REQUIREMENT –
Report every line in the records below that holds the word "roads".

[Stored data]
+===+
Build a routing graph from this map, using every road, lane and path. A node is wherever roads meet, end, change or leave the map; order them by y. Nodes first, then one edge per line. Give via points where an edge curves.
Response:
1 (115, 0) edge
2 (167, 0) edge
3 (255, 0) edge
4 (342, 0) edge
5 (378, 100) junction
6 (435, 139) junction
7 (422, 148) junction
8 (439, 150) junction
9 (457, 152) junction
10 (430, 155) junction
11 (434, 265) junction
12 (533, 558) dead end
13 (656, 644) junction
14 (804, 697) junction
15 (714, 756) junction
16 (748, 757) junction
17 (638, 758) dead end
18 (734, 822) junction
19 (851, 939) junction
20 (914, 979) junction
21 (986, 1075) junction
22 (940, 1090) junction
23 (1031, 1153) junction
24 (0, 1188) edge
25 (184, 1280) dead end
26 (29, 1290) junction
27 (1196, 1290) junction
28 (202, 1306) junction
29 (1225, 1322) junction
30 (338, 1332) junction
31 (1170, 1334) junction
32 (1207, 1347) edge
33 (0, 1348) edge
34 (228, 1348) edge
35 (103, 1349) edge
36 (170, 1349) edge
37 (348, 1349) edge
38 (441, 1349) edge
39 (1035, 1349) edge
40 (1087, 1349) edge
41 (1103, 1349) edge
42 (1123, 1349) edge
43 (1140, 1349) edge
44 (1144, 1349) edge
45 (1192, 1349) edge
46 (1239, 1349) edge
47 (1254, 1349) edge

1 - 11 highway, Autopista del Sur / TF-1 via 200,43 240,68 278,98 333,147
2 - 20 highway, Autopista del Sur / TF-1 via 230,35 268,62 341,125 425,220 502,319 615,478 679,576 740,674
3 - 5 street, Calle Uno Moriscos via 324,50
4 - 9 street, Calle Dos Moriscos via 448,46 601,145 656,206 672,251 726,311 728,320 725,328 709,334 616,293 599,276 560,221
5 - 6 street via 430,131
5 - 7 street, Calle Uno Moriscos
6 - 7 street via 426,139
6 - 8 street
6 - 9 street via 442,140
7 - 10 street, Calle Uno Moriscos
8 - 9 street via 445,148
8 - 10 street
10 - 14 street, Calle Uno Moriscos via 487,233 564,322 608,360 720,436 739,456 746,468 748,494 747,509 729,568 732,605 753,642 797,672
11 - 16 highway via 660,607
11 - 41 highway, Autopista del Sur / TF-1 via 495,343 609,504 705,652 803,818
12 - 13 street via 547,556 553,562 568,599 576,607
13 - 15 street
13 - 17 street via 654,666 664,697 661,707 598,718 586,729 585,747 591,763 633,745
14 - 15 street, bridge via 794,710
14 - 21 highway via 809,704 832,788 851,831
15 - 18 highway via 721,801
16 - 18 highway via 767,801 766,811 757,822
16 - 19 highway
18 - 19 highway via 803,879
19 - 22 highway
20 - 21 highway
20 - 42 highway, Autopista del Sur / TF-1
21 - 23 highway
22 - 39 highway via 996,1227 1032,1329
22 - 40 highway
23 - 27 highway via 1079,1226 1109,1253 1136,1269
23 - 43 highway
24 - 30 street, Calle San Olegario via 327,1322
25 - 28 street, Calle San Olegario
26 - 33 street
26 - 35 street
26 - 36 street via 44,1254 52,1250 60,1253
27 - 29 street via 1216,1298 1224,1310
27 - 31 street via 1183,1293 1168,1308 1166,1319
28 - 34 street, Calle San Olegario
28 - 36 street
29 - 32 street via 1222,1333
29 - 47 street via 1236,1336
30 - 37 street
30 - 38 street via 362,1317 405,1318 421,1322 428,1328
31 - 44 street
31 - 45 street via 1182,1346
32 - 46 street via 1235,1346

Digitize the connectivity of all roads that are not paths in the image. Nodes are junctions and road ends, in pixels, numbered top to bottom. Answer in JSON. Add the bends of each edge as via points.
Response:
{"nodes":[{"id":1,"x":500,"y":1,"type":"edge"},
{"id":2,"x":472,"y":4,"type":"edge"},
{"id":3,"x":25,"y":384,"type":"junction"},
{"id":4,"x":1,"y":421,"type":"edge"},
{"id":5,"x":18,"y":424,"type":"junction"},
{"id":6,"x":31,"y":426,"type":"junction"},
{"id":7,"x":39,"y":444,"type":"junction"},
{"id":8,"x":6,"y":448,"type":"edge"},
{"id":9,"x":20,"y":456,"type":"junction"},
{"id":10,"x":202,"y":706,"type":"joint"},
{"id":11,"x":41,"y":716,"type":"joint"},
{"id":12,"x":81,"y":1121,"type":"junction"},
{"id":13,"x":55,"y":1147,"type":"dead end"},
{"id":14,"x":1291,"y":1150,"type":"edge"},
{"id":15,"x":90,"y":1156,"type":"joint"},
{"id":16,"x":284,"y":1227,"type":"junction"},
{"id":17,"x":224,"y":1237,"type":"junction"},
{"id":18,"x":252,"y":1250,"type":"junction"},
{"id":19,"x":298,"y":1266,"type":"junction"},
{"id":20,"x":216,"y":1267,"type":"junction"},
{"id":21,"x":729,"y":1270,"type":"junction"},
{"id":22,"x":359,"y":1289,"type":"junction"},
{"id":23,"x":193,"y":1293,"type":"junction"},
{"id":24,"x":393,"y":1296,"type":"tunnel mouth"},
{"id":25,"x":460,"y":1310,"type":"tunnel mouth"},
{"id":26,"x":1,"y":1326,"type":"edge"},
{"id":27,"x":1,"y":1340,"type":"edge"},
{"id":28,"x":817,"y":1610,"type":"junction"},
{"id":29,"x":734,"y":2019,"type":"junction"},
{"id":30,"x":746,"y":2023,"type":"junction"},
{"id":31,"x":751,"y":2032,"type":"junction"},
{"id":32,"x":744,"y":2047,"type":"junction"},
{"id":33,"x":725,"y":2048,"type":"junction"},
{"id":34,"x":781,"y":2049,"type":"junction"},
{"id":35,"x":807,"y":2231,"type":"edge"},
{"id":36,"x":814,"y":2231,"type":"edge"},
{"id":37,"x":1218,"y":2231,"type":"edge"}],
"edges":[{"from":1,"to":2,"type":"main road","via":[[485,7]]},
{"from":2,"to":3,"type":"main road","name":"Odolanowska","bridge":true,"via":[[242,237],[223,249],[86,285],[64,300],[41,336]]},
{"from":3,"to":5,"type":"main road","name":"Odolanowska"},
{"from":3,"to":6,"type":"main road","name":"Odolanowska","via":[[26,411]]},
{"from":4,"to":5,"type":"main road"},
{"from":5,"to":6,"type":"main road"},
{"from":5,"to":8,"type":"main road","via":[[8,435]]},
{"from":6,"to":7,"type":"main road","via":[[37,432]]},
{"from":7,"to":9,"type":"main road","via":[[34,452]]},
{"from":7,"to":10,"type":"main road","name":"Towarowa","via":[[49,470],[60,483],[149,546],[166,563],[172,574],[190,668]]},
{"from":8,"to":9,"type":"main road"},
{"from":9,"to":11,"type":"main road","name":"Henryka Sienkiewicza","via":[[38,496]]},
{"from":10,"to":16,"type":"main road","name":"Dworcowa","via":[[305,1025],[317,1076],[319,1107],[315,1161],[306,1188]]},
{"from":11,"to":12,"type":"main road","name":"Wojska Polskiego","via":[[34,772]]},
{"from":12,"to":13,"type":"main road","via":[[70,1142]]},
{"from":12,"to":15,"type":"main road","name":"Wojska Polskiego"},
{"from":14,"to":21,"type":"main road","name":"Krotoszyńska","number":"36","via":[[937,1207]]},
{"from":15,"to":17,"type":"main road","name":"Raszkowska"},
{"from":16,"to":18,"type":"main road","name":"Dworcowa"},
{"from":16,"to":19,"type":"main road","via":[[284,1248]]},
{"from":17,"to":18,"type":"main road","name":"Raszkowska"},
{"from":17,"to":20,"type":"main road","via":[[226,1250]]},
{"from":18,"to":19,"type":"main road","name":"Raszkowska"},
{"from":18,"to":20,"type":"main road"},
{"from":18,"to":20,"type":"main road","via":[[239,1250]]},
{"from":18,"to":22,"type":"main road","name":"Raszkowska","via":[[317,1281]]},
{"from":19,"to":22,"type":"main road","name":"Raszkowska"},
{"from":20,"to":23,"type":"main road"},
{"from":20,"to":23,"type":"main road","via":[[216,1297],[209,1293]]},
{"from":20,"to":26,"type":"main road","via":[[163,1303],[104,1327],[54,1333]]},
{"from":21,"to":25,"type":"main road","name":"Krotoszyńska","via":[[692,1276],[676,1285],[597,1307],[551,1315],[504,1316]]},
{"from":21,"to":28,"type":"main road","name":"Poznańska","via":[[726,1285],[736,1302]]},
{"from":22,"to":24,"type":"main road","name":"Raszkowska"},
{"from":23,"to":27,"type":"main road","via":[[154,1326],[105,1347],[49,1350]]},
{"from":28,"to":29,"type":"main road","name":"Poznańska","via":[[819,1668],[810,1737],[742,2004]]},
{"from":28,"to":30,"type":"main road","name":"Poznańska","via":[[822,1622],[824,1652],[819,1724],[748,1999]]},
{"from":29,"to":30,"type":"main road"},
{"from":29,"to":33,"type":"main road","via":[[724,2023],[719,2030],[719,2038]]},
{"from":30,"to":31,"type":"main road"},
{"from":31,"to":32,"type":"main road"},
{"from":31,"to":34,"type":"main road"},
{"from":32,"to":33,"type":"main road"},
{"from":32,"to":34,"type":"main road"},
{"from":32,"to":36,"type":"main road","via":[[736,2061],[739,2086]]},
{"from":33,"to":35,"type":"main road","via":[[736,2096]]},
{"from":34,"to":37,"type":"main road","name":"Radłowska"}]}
+===+
WRITTEN RESPONSE –
Build a routing graph from this map, using every road, lane and path. A node is wherever roads meet, end, change or leave the map; order them by y. Nodes first, then one edge per line. Give via points where an edge curves.
Digitize the connectivity of all roads that are not paths in the image. Nodes are junctions and road ends, in pixels, numbered top to bottom. Answer in JSON. Add the bends of each edge as via points.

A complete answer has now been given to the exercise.